As we commemorate Constitution Day this Sep. 17th, we might recall the exceptional contributions of the shy, 5’6”, not much more than 100 lb. fellow from Piedmont, Va. who is generally considered the Father of the Constitution.

As modest as James Madison was in appearance and demeanor, he made up for in his aspiration for America. His ambition for his country was to prove to the world that mankind is capable of self-government.

To accomplish this requires citizens to develop the habits of self-government.

Participation in civic affairs is a part of the tools of democratic governance, but an active populace alone is not sufficient to the task at hand.

What is particularly needed, Madison believed, is that citizens possess a sound understanding of their rights and responsibilities.

The challenge for the citizens of a democracy is to moderate his desires and demands – to moderate the use of his liberty – so that he not only exercises his own rights, but demonstrates respect for the rights of others.

In other words, self-government obliges us to practice measured liberty.

When Madison finished his contribution to the Federalist essays he wrote with Alexander Hamilton and John Jay, he knew that his investigation was only partially complete.

At the close of the first House of Representatives in early March 1791 (in which Madison served as de facto leader of the House as well as leader of the newly emerging Republican Party), he immersed himself in the scholarly project he had begun in the pages of The Federalist. In his rented room at Mrs. House’s Boarding House at 5th and Market (then High) Street in Philadelphia, Madison settled into his scholarly harness to complete the “little task” he had set for himself.

Madison’s self-appointed chore was to solve the age-old dilemma that had stumped political philosophers from time immemorial: how to make republican government – government by the people – both good government and lasting government.

Needless to say, there was good reason Aristotle, Cicero, Locke, Sydney, Montesquieu, and others had not yet solved the problems of popular government. Madison’s self-described “little task” was the toughest political challenge of all.

From early March 1791 until he set sail with his friend Thomas Jefferson up the lakes of northern New York in May, Madison burned the midnight oil in his cramped quarters at Mrs. House’s inn.

During that solitary, but productive spring, he read voraciously, took extensive notes, and mentally debated enduring questions with the “great oracles of political wisdom.”

Madison’s aim was to discover what the “great oracles” had ignored or neglected. The outcome of this quest, he believed, might show us how to construct a republic that would provide a path for freedom, answer the hopes of humanity, and vindicate the great experiment in self-government.

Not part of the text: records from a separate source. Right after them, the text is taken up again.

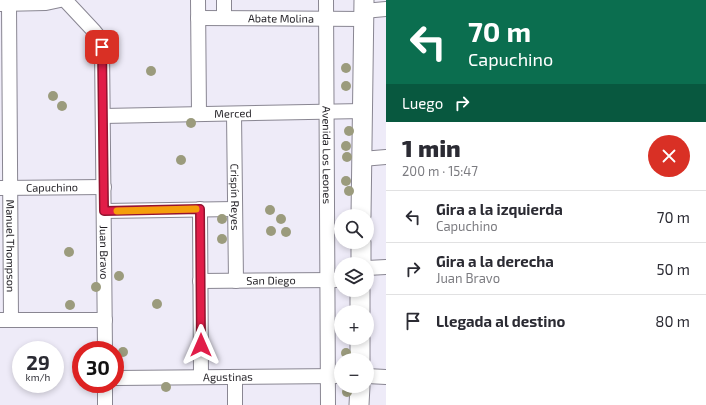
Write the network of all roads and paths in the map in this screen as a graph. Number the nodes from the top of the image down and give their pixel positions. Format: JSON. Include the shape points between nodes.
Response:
{"nodes":[{"id":1,"x":60,"y":0,"type":"edge"},
{"id":2,"x":65,"y":0,"type":"edge"},
{"id":3,"x":198,"y":0,"type":"edge"},
{"id":4,"x":224,"y":0,"type":"edge"},
{"id":5,"x":326,"y":0,"type":"edge"},
{"id":6,"x":4,"y":4,"type":"edge"},
{"id":7,"x":386,"y":9,"type":"edge"},
{"id":8,"x":364,"y":10,"type":"edge"},
{"id":9,"x":198,"y":18,"type":"junction"},
{"id":10,"x":224,"y":18,"type":"junction"},
{"id":11,"x":326,"y":19,"type":"junction"},
{"id":12,"x":5,"y":81,"type":"edge"},
{"id":13,"x":327,"y":112,"type":"junction"},
{"id":14,"x":362,"y":112,"type":"junction"},
{"id":15,"x":198,"y":114,"type":"junction"},
{"id":16,"x":234,"y":114,"type":"junction"},
{"id":17,"x":103,"y":116,"type":"junction"},
{"id":18,"x":386,"y":157,"type":"edge"},
{"id":19,"x":362,"y":159,"type":"junction"},
{"id":20,"x":104,"y":187,"type":"junction"},
{"id":21,"x":5,"y":188,"type":"edge"},
{"id":22,"x":235,"y":208,"type":"junction"},
{"id":23,"x":200,"y":209,"type":"junction"},
{"id":24,"x":361,"y":209,"type":"edge"},
{"id":25,"x":104,"y":211,"type":"junction"},
{"id":26,"x":386,"y":267,"type":"edge"},
{"id":27,"x":374,"y":268,"type":"edge"},
{"id":28,"x":334,"y":280,"type":"edge"},
{"id":29,"x":236,"y":281,"type":"junction"},
{"id":30,"x":200,"y":282,"type":"junction"},
{"id":31,"x":5,"y":297,"type":"edge"},
{"id":32,"x":334,"y":297,"type":"edge"},
{"id":33,"x":5,"y":320,"type":"edge"},
{"id":34,"x":105,"y":320,"type":"junction"},
{"id":35,"x":105,"y":341,"type":"edge"},
{"id":36,"x":335,"y":353,"type":"edge"},
{"id":37,"x":334,"y":376,"type":"edge"},
{"id":38,"x":374,"y":376,"type":"edge"},
{"id":39,"x":201,"y":377,"type":"junction"},
{"id":40,"x":235,"y":377,"type":"junction"},
{"id":41,"x":386,"y":377,"type":"edge"},
{"id":42,"x":124,"y":378,"type":"edge"},
{"id":43,"x":334,"y":380,"type":"edge"},
{"id":44,"x":105,"y":393,"type":"edge"},
{"id":45,"x":360,"y":393,"type":"edge"},
{"id":46,"x":106,"y":405,"type":"edge"},
{"id":47,"x":235,"y":405,"type":"edge"},
{"id":48,"x":328,"y":405,"type":"edge"},
{"id":49,"x":360,"y":405,"type":"edge"}],
"edges":[{"from":1,"to":6,"type":"street"},
{"from":2,"to":17,"type":"street","name":"Juan Bravo","via":[[101,42]]},
{"from":3,"to":9,"type":"street"},
{"from":4,"to":10,"type":"street"},
{"from":5,"to":11,"type":"street","name":"Avenida Los Leones"},
{"from":6,"to":12,"type":"street","name":"Manuel Thompson"},
{"from":7,"to":8,"type":"street","name":"Abate Molina"},
{"from":8,"to":11,"type":"street","name":"Abate Molina"},
{"from":8,"to":14,"type":"main road"},
{"from":9,"to":10,"type":"street","name":"Abate Molina"},
{"from":9,"to":15,"type":"street"},
{"from":10,"to":11,"type":"street","name":"Abate Molina"},
{"from":11,"to":13,"type":"street","name":"Avenida Los Leones"},
{"from":12,"to":21,"type":"street","name":"Manuel Thompson"},
{"from":13,"to":14,"type":"street","name":"Merced"},
{"from":13,"to":16,"type":"street","name":"Merced"},
{"from":13,"to":28,"type":"street","name":"Avenida Los Leones"},
{"from":14,"to":19,"type":"main road"},
{"from":15,"to":16,"type":"street","name":"Merced"},
{"from":15,"to":17,"type":"street","name":"Merced"},
{"from":16,"to":22,"type":"street","name":"Crispín Reyes"},
{"from":17,"to":20,"type":"street","name":"Juan Bravo"},
{"from":18,"to":19,"type":"street"},
{"from":19,"to":24,"type":"main road"},
{"from":20,"to":21,"type":"street","name":"Capuchino"},
{"from":20,"to":25,"type":"street","name":"Juan Bravo"},
{"from":21,"to":31,"type":"street","name":"Manuel Thompson"},
{"from":22,"to":23,"type":"street"},
{"from":22,"to":29,"type":"street","name":"Crispín Reyes"},
{"from":23,"to":25,"type":"street"},
{"from":23,"to":30,"type":"street"},
{"from":25,"to":34,"type":"street","name":"Juan Bravo"},
{"from":26,"to":27,"type":"street"},
{"from":28,"to":29,"type":"street","name":"San Diego"},
{"from":29,"to":30,"type":"street","name":"San Diego"},
{"from":30,"to":39,"type":"street"},
{"from":31,"to":33,"type":"street","name":"Manuel Thompson"},
{"from":32,"to":36,"type":"street","name":"Avenida Los Leones"},
{"from":33,"to":34,"type":"street"},
{"from":34,"to":35,"type":"street","name":"Juan Bravo"},
{"from":37,"to":40,"type":"street","name":"Agustinas"},
{"from":38,"to":41,"type":"street"},
{"from":39,"to":40,"type":"street","name":"Agustinas"},
{"from":39,"to":42,"type":"street","name":"Agustinas"},
{"from":40,"to":47,"type":"street"},
{"from":43,"to":48,"type":"street","name":"Avenida Los Leones"},
{"from":44,"to":46,"type":"street"},
{"from":45,"to":49,"type":"main road"}]}
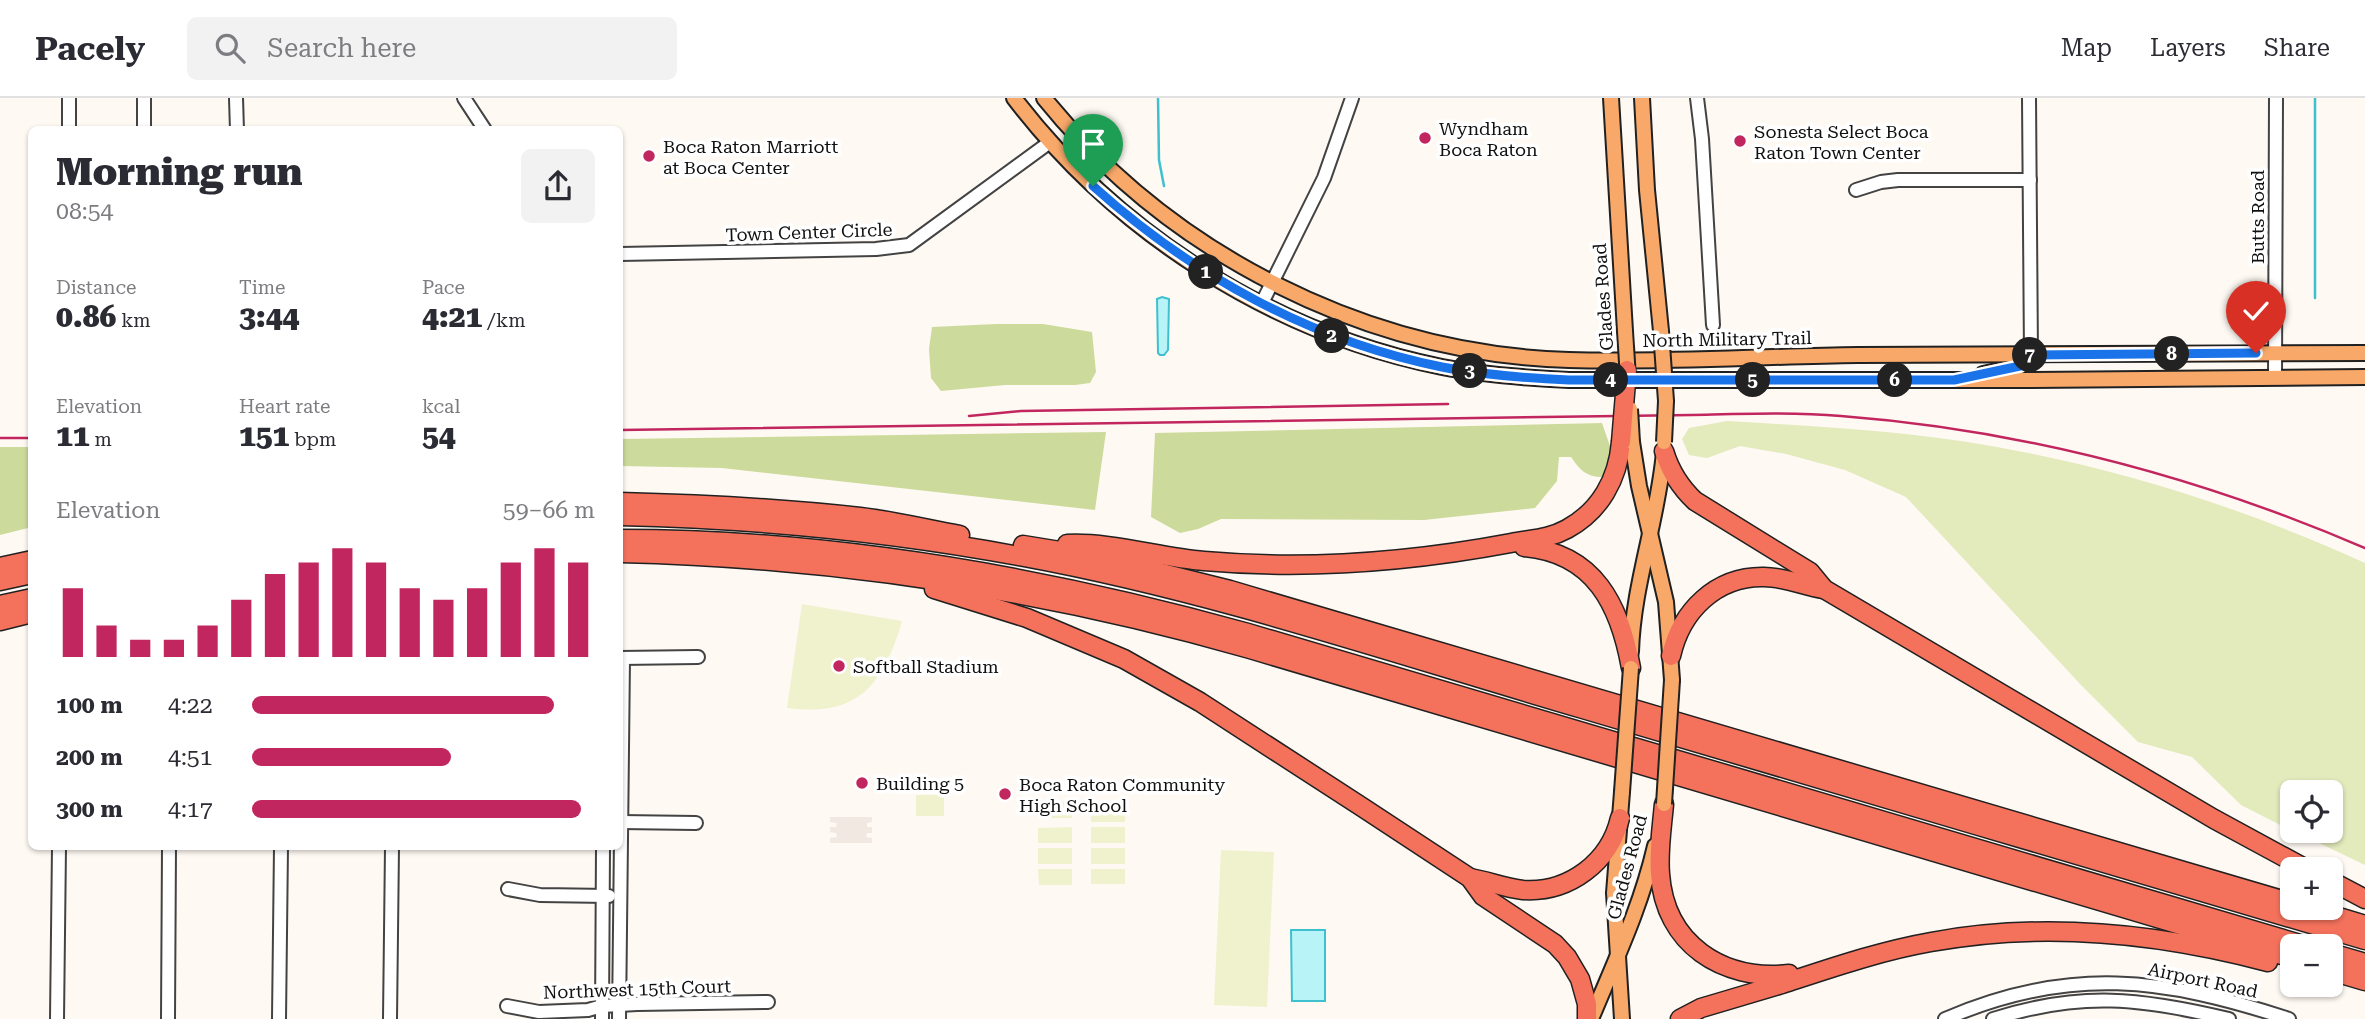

Imagine Madison’s excitement as he edged closer and closer to discovering the object of his political philosophical quest. “Such is the government,” he ultimately declared,

“for which philosophy has been searching, and humanity been sighing, from the most remote ages. Such are the republican governments which it is the glory of America to have invented, and her unrivalled happiness to possess.”

What was it that Madison discovered that spring that made the painfully shy fellow so passionately effusive? Can we envision for ourselves the dream of self-government that so inspired Madison?

No one has better captured the gist of Madison’s aspiration for self-government than the poet Robert Frost. What Madison meant by the American dream, Frost said, was “self-control,” – “a new land [filled] with people in self-control.”

To leave the people in possession of their government, and of themselves, requires “measure…in government,” or moderation and limits to government. But self-government also requires “measure” or “control” within the people themselves.

Frost worried, however, that the spirit of self-reliance and the strength of self-control are qualities that later generations of Americans might abandon.

Perhaps the progressive desire for more national government control over our health, our children’s education, and our consciences, or the libertarian demand for immeasurable self-determination, are examples of contemporary roads taken that would have concerned Frost.

“Measure always reassures me,” Frost wrote. Measure also reassured James Madison. Self-control – this is the virtue at the core of our civic rights and duties.

It is the virtue that marks the very nature of the American compact. That compact – our Constitution – requires citizens to practice measured liberty. This is the condition of freedom and the tempo of self-government.